1. Introduction
Hyperspectral images (HSIs), as a branch of remote sensing images, are enjoying considerable interest from researchers owing to the abundant spatial and spectral information embedded within them. Compared with panchromatic images and multispectral remote sensing images, HSIs make it possible to discriminate different targets within a scene more accurately on account of their hundreds of continuous and narrow spectral bands. As a result, HSIs are widely used in many fields, including food [
1], agriculture [
2], and geology [
3].
To implement these applications, a number of tasks have been developed on the basis of HSIs, such as classification [
4], anomaly detection [
5], and image decomposition [
6]. Among these tasks, HSI classification is a fundamental yet challenging problem. To yield superior performance, there are two characteristics of HSIs which need be fully considered by researchers: (1) the rich spectral information and (2) the strong spatial correlation between pixels. Both can be investigated separately and independently or can be considered for joint information extraction, leading to different lines of work, such as spectral classification and spectral–spatial classification [
7].
In the early days, statistical learning and machine learning were dominant. A number of algorithms from these fields were introduced into HSI classification and generated decent performances. Typical examples include principal component analysis (PCA) [
8], linear discriminant analysis (LDA) [
9], and independent component analysis (ICA) [
10]. Due to insufficient training samples, copious spectral information can be a mixed blessing when being imposed upon high-dimensional HSI data suffering from a curve of dimensionality (i.e., the Hughes phenomenon) [
11,
12]. The essence of these techniques in statistical learning is to transform the HSI spectral vector from high-dimensional feature space to a low-dimensional feature space, eliminating redundant information and mitigating interference with subsequent feature extractions. In addition to the above, algorithms in machine learning, such as multinomial logistic regression (MLR) [
13], support vector machine (SVM) [
14], decision trees [
15], and random forests [
16], also played an important role in HSI classification, serving feature extraction or directly as classifiers. However, only exploiting spectral information is of no concern for HSI classification. Extensive experiments have validated that it is beneficial to introduce prior information, such as adjacent pixels located in homogeneous regions, which may be of the same class. There is a consensus that combined spectral–spatial classification is superior to spectral classification, and numerous efforts have been made to probe this possibility. For example, patch-wise-feature-extraction methods were applied instead of pixel-wise feature-extraction approaches in [
17], which allowed for not only the excavation of spectral information but also the exploration of relationships between pixels. Other than that, researchers proposed methods for joint spectral–spatial feature extraction based on spectral–spatial regularized local discriminant embedding [
18] and tensor discriminative locality alignment [
19]. Although these traditional methods meet with some success, they significantly hinge on the handcrafted features. Nevertheless, these features tend to frustrate the expectations of a comprehensive representation of the complex contents within HSIs, bringing the development of HSI classification to a bottleneck.

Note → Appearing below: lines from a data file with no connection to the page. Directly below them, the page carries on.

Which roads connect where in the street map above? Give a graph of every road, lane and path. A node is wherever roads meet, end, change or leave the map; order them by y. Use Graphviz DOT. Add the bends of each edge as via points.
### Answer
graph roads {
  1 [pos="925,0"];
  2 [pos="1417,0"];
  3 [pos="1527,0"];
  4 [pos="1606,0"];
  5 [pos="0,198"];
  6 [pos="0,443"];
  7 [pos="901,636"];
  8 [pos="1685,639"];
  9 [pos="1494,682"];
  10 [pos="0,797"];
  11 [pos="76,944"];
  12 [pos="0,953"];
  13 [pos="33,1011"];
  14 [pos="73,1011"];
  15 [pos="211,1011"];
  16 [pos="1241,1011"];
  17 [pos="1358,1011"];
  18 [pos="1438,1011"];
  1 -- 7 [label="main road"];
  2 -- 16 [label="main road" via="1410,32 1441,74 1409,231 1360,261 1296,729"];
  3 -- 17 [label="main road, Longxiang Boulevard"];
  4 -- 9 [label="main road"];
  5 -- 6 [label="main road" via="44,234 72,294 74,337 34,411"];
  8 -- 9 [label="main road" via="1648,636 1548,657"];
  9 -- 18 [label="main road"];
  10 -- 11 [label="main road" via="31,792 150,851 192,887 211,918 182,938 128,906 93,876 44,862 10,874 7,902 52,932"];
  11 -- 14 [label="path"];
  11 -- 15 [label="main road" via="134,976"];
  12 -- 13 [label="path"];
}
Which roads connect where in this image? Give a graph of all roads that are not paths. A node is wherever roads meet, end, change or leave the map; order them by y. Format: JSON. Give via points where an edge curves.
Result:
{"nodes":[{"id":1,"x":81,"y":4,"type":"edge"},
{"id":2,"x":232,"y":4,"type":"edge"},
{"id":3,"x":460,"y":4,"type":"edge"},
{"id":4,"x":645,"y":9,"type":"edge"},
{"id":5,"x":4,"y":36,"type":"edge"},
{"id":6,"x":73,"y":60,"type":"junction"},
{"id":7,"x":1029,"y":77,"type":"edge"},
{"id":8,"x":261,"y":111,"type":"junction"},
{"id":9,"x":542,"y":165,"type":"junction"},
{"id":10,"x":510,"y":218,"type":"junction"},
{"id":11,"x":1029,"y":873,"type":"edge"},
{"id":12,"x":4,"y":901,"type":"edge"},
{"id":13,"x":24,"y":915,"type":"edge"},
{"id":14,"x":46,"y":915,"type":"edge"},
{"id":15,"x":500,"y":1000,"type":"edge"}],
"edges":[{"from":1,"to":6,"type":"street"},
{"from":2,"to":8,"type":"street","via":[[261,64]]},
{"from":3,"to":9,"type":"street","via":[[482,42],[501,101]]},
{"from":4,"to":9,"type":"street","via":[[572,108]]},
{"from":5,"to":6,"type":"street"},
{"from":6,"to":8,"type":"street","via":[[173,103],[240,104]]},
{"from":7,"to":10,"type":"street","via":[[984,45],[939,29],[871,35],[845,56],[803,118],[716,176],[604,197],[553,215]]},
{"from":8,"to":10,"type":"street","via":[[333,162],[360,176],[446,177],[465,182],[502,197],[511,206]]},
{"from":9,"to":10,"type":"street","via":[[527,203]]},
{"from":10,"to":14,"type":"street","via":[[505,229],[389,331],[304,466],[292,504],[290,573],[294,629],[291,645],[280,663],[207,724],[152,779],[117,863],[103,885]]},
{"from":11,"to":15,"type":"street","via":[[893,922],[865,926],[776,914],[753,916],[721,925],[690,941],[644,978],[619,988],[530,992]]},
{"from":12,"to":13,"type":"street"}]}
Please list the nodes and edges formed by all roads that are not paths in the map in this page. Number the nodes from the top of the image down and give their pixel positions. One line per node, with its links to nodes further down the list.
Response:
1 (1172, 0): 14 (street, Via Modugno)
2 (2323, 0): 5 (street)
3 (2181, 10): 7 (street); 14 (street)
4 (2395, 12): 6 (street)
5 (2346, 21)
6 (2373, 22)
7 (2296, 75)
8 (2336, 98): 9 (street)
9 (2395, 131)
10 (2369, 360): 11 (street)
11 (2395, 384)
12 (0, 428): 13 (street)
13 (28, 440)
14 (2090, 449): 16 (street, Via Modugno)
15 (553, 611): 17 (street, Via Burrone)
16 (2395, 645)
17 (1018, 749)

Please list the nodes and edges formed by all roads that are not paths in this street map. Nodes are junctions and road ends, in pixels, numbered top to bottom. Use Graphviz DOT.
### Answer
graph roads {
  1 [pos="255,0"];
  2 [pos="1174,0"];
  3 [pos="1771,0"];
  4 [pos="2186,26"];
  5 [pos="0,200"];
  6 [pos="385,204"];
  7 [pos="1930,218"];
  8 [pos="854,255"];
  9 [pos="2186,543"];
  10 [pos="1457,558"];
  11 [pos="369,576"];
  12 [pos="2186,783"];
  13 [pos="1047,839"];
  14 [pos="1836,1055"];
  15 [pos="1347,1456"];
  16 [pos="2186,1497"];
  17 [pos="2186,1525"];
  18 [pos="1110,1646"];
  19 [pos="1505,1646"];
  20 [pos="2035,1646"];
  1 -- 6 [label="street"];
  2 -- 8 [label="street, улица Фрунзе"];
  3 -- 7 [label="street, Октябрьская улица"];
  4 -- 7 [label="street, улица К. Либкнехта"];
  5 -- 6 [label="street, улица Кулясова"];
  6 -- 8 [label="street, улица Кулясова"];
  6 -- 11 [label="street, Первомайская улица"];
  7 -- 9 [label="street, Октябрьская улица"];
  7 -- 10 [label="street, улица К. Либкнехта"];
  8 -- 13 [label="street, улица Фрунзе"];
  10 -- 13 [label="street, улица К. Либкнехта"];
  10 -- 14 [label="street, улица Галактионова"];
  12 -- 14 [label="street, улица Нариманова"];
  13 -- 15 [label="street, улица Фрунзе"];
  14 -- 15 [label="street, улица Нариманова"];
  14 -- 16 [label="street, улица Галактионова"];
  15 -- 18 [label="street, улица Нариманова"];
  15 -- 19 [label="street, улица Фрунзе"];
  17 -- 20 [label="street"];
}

Recently, deep learning (DL) has been widely embraced by the computer vision community, demonstrating excellent performance in various tasks. The advantage of deep learning is the ability to automatically learn richer features than conventional handcrafted features. Consequently, DL-based methods have been gaining traction with researchers in HSI classification. A range of DL-based methods for HSI classification have been proposed, such as stacked autoencoders (SAEs) [
20,
21], deep belief networks (DBNs) [
22,
23] and convolution neural networks (CNNs) [
24,
25]. In particular, due to the inherent properties of local connectivity and weight sharing, CNNs show better potential. By stacking convolutional layers, CNNs can capture a rich range of features from low-level to high-level. In [
26], 1D-CNN was applied for the first time to extract spectral features. Romero et al. [
27] also made use of 1D-CNNs to process spectral information. To improve feature representation and incorporate spatial information, 2D-CNNs have also attracted much attention. Feng et al. [
28] designed a 2D-CNN framework to fuse spectral–spatial features from multiple layers and enhance feature representation. Lee et al. [
29] drew on the idea of residual networks [
30] to build a deep network to extract richer spectral–spatial features. Also, some works [
29,
31] prefer the application of PCA to reduce the dimensionality of the HSI data and then adopt a 2D-CNN for feature extraction and classification. However, it is obvious that considering spatial and spectral information separately betrays the relationship between them. To combat this problem, a 3D-CNN, as a CNN structure that can jointly extract spectral–spatial information, has been widely deployed to maintain the inherent continuity of the 3D-HSI cube. For instance, in [
32], Zhong et al. developed a HSI classification model equipped with a 3D-CNN and a residual network (SSRN), which was effective at limiting the training samples. Moreover, Roy et al. [
33] proposed a hybrid CNN, comprising a spectral–spatial 3D-CNN and a spatial 2D-CNN. Wang et al. [
34] designed their fast dense spectral–spatial convolution (FDSSC) network based on DenseNet [
35]. Compared to 2D-CNNs, 3D-CNNs perform better but exacerbate the demand on computing.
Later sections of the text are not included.